# Voice Changer Plugin



## Enes (Sep 3, 2015)

This may be difficult or impossible,but can you make a voice changer plugin ? That would be awesome to have because i have awful voice and i'd like to have small panel to adjust my voice . Thanks in advance :)


----------



## Osiris (Sep 3, 2015)

That would be really low on the priority list.


----------



## Enes (Sep 3, 2015)

Cool to hear that. It doesn't matter is it high or low priority,but having that plugin will increase quality of usage and attract even more users.


----------



## Osiris (Sep 3, 2015)

I'm not saying it's gonna be made, because it probably won't.


----------



## dodgepong (Sep 4, 2015)

It's certainly possible a volunteer might feel motivated to make a audio distortion filter.
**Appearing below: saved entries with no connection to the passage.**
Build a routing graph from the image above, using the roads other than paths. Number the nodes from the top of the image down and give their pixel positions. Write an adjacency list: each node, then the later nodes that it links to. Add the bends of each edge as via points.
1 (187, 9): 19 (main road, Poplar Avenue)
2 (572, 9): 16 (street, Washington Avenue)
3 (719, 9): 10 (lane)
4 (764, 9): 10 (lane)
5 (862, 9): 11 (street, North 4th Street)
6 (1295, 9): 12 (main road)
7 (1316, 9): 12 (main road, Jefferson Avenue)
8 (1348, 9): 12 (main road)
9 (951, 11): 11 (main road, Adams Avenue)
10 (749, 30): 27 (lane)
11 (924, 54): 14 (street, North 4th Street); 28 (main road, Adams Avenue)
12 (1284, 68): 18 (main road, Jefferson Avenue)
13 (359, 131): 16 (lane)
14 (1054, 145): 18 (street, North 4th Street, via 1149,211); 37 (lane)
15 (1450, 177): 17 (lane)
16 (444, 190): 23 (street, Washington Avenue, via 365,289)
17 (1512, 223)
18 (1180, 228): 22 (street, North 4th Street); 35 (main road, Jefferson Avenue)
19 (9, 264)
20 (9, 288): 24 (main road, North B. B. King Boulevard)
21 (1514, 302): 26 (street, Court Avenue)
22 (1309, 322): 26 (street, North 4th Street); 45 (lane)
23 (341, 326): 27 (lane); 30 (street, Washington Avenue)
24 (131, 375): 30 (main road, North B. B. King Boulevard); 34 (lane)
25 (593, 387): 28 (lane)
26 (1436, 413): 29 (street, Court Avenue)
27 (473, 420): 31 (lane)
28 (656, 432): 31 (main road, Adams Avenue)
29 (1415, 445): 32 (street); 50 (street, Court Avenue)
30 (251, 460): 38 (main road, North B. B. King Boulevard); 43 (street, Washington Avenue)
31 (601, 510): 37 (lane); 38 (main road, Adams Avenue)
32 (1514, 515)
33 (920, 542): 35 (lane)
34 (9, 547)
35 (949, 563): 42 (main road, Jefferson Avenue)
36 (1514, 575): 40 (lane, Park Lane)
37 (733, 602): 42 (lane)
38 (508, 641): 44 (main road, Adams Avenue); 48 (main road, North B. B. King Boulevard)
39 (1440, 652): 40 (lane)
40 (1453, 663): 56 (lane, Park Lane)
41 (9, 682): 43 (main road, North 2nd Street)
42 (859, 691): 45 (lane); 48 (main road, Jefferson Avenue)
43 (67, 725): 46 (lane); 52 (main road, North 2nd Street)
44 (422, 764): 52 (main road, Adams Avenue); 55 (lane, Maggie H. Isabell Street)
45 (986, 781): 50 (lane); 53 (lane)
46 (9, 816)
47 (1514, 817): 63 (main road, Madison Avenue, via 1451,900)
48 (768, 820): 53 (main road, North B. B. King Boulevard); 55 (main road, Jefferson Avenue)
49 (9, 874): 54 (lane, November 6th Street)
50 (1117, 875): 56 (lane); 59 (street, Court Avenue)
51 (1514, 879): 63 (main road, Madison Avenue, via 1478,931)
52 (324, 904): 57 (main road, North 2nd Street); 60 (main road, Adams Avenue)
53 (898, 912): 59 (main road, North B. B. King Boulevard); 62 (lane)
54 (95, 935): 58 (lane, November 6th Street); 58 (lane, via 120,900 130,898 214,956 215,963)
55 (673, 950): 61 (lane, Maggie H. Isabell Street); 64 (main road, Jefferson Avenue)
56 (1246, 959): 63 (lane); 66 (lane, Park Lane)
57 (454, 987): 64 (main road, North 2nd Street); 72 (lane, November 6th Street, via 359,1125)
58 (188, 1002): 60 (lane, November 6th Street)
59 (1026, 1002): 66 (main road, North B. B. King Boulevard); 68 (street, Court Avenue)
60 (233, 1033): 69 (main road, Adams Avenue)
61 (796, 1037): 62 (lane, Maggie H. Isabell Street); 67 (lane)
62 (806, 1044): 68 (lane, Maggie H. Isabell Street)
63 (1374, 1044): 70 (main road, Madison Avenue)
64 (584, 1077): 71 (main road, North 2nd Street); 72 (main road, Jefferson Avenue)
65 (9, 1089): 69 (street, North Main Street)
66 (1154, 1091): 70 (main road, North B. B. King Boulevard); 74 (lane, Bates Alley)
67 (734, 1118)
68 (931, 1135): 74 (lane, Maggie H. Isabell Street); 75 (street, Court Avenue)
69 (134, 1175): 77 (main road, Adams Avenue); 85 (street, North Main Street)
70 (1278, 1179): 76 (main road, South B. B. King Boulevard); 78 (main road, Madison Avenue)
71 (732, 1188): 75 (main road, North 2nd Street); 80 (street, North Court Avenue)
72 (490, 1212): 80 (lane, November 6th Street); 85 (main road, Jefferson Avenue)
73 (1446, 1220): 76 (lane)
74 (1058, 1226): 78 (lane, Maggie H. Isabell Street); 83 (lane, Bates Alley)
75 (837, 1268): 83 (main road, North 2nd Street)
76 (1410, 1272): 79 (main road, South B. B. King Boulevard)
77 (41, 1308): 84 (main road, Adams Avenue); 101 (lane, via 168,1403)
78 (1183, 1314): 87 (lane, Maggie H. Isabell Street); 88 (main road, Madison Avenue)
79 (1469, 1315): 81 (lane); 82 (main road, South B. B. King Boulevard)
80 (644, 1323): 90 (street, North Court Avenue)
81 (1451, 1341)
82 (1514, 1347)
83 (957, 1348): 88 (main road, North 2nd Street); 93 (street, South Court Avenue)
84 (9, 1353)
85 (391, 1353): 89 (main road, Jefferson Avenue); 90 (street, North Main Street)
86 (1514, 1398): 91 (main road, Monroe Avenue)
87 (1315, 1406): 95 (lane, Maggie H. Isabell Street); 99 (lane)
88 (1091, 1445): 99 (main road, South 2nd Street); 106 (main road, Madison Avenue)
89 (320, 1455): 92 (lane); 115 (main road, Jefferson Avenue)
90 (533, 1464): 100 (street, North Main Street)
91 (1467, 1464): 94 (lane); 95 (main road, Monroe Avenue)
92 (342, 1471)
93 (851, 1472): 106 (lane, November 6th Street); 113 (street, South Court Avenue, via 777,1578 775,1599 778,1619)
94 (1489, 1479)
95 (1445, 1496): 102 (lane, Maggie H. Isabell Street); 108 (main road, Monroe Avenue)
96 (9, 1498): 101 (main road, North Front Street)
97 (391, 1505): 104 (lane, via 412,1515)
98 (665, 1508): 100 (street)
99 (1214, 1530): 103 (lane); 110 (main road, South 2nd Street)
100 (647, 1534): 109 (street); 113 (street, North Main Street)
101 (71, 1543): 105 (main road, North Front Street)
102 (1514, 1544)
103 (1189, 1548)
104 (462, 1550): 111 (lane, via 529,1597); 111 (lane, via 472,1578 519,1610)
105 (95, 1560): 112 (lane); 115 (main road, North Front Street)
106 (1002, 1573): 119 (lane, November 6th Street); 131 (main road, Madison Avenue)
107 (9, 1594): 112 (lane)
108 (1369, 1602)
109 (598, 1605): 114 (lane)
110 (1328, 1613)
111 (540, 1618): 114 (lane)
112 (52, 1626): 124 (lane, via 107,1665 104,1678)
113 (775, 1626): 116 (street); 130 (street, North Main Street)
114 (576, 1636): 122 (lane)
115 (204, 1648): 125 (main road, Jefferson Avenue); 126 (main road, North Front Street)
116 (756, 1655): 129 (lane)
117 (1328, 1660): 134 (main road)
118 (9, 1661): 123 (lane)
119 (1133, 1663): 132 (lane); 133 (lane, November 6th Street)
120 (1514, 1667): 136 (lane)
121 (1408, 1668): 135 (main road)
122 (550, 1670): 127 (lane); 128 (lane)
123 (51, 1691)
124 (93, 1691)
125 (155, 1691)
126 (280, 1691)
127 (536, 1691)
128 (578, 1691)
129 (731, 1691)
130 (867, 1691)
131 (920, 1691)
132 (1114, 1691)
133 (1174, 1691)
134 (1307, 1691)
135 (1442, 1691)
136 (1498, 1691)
It's unlikely it will be done by the core development team, but if someone is feeling inclined, they might do it.


----------



## Enes (Sep 4, 2015)

I will start streaming on Twitch soon and i have a bad voice,so that plugin will be amazing. Nothing complex like Adobe Audition,just small panel to adjust voice. Not sure can you use part of features in Audacity ,it's open source.


----------



## ITPalg (Sep 5, 2015)

If you want to spend $60 there is a software package out there that seems to be the only one if you want to gamble on it.

Their demo is extremely limited.


----------



## Enes (Sep 5, 2015)

Can i use Audacity ?


----------